The only way to understand large amounts and complex data is by using visualisation.

Mechanical engineer and data analyst Zachie de Beer.
Zachie de Beer.

We all are more or less aware of the Covid-19 virus. Some people are very scared and most people know where this will all end up. Once all is said and done politicians are in charge and here in South Africa they are making sure we understand that. The choice of the name for the group is as we very well know “The National Corona Command Council”. The name says it all. I associate the choice of the name with people like Idi Amin, Joseph Stalin and Adolf Hitler, and closer to home Robert Mugabe.

When I decided that I would like to study and publish the results of my Covid insights it was early days and I naively did not expect that politics would influence the mitigation of the pandemic to the degree that essential items would exclude most clothes, it boiled down to food and petrol.

The most staggering decision the NCC made was the banning of cigarettes. Research has already indicated that recent quitters have no better chance of surviving and most of all instead of collecting tax, criminals are making huge profits. With the profits the criminals could well start branching out to selling drugs, promoting prostitution, illegal gambling, human trafficking and the list goes on. We could soon have our own Mafia, we just don’t know what it will be called or more likely maybe the imported Mafia is already in charge.

The tax loss we make each month should be expressed in food parcel units. The numbers bandied around by the press vary but let’s say that R300,000,000 is lost and a food parcel costs R1,200. Then the tax loss would buy 250,000 parcels and, if I am correct, would feed one million people per month. Some estimates put the figure at R1.5bn and now we are looking at 1,250,000 parcel units – enough to feed five million people per month.

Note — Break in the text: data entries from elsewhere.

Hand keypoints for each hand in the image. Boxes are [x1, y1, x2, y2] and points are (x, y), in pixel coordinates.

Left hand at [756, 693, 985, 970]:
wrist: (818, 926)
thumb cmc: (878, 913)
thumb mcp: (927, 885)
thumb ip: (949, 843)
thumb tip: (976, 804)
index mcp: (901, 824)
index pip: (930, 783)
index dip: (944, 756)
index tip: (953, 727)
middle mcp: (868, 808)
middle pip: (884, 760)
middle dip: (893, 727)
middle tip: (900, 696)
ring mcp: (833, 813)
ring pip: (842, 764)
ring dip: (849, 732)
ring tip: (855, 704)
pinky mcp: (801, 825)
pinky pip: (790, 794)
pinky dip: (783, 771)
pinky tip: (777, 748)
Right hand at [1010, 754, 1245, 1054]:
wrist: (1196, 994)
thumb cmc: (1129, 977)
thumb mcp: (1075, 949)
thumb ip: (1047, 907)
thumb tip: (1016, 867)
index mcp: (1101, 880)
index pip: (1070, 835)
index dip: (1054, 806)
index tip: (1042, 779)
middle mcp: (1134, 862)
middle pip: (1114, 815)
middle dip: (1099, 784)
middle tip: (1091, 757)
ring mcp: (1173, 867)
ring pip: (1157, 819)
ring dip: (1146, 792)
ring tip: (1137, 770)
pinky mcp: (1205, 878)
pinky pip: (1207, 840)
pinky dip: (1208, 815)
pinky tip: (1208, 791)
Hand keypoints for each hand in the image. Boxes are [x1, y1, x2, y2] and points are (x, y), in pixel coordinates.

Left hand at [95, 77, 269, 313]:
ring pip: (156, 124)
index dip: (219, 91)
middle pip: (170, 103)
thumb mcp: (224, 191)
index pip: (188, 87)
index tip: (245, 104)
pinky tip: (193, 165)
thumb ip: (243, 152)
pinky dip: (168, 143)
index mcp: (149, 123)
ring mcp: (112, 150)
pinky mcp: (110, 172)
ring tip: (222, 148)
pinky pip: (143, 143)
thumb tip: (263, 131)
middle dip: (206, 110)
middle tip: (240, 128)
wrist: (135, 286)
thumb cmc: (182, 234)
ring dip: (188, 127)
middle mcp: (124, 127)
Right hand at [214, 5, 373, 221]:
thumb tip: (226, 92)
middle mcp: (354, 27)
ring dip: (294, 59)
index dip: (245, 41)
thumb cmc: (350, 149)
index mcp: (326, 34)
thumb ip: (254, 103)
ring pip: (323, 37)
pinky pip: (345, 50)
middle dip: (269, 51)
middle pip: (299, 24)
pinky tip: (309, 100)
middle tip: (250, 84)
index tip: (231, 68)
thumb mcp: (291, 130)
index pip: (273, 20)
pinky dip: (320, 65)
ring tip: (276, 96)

By the governments own statistics, 6.8 million people in our country go hungry every day.

Enough said.

Who is dying?

Viral outbreaks don’t affect all age groups in the same way. The Spanish flu targeted the young, Covid-19 seemingly the aged.

If we look at more developed data from New York where the epidemic looks close to ending, we find comparable numbers.

The message that is not getting across in South Africa is that the sub-40-year-old group is almost completely safe from dying. Mr Mmusi Maimane is misguided and should not threaten the government with legal action – science and data proves that school-going people are safe from the virus. In my mind he is spreading fake news with his petition. Trade unions are making a meal of this too.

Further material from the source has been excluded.